Euler showed that the following infinite series approaches γ:

$$\gamma = \sum_{k=1}^\infty \left(\frac 1 k - \log\left(1+\frac 1 k \right)\right).$$

This can be seen by noting that its partial sums form a telescoping series, such that the series again yields a limit between the harmonic series and a shifted natural logarithm.

In general:

$$\gamma = \lim_{n \to \infty}\left(\frac{1}{1}+\frac{1}{2}+\frac{1}{3} + \ldots + \frac{1}{n} - \log(n+\alpha) \right) \equiv \lim_{n \to \infty} \gamma_n(\alpha)$$

for any α > −n. However, the rate of convergence of this expansion depends significantly on α. In particular, γ_{n}(1/2) exhibits much more rapid convergence than the conventional expansion γ_{n}(0).
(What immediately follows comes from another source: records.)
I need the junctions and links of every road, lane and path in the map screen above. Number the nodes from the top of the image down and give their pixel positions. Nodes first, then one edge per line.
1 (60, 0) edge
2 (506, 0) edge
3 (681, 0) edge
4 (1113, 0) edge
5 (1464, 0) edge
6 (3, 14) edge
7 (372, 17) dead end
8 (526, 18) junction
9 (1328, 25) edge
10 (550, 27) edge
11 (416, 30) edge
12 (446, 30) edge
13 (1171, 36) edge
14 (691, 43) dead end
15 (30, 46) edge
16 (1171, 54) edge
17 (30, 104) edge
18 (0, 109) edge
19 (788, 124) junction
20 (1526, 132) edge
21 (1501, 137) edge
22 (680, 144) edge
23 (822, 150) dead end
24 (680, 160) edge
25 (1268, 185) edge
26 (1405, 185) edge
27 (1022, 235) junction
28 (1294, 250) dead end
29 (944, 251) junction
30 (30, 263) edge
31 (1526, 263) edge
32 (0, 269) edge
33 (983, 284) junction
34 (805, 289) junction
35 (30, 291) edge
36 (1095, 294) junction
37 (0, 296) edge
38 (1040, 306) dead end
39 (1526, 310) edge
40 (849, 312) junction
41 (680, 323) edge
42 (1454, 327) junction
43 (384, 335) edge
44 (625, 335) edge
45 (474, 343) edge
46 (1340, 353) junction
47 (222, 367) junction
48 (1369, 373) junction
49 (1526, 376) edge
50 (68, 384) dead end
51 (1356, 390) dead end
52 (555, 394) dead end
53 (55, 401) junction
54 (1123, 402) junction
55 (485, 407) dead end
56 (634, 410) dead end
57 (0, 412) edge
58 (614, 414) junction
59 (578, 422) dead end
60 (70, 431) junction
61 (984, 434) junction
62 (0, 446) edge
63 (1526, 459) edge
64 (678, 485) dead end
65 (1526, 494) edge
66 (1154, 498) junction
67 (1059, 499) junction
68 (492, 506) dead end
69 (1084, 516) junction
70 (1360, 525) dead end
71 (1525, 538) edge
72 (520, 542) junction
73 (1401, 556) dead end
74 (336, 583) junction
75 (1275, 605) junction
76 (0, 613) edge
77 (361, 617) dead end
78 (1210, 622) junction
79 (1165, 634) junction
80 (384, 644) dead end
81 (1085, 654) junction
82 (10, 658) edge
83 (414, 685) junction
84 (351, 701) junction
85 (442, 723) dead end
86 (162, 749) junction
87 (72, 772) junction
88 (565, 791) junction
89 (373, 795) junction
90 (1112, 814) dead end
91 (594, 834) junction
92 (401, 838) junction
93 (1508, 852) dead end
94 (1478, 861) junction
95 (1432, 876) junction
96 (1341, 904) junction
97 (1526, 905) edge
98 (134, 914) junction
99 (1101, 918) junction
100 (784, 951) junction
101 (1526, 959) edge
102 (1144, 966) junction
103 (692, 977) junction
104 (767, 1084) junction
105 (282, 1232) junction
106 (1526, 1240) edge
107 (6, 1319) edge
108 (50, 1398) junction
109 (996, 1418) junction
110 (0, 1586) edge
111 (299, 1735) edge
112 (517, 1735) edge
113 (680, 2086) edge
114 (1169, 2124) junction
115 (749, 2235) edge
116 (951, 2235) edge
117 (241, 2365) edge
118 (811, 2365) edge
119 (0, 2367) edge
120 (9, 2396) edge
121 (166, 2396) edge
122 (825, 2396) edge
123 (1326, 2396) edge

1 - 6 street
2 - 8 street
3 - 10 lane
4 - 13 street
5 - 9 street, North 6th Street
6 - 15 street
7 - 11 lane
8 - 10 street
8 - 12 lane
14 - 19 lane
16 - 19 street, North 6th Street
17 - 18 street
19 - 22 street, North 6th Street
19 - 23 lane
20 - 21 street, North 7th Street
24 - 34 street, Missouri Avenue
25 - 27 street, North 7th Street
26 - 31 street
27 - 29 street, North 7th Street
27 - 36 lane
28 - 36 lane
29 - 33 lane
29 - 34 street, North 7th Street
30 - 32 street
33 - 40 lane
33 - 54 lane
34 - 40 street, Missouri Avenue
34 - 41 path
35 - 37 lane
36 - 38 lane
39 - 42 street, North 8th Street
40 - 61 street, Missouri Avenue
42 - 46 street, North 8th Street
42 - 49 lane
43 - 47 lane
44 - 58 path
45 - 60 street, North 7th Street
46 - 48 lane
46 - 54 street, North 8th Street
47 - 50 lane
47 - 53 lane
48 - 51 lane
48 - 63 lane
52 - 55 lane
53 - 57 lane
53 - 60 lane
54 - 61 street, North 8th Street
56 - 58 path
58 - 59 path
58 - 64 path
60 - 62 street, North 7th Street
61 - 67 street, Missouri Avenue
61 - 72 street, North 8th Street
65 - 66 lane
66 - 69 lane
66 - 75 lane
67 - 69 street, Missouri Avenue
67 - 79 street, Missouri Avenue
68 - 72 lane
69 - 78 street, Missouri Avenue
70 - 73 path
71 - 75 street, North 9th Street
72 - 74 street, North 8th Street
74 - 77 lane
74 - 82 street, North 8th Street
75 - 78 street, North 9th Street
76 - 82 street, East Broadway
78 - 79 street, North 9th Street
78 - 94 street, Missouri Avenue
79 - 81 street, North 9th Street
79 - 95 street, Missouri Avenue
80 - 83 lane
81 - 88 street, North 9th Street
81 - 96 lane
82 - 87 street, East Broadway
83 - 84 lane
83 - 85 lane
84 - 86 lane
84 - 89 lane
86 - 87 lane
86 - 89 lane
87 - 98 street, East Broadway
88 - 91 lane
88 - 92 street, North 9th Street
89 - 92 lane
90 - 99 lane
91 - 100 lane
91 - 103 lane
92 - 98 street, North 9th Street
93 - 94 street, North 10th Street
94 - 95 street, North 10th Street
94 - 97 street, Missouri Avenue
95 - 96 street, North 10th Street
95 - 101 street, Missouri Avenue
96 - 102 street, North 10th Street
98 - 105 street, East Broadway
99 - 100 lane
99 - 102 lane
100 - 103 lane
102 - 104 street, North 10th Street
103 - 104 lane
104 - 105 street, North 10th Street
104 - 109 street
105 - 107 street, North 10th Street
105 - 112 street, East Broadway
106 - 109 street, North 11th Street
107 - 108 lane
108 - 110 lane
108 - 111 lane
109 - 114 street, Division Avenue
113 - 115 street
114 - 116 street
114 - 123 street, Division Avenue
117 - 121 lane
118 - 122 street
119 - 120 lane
This is because

$$\frac{1}{2(n+1)} < \gamma_n(0) - \gamma < \frac{1}{2n},$$

while

$$\frac{1}{24(n+1)^2} < \gamma_n(1/2) - \gamma < \frac{1}{24n^2}.$$

This can also be seen in the following asymptotic formulas:

- $\gamma \sim H_n - \log n - \frac1{2n} + \frac1{12n^2} - \frac1{120n^4} + \cdots$ (Euler)
- $\gamma \sim H_n - \log\left({n + \frac1{2} + \frac1{24n} - \frac1{48n^2} + \cdots}\right)$ (Negoi)
- $\gamma \sim H_n - \frac{\log n + \log(n+1)}{2} - \frac1{6n(n+1)} + \frac1{30n^2(n+1)^2} - \cdots$ (Cesàro)

The third formula is also called the Ramanujan expansion.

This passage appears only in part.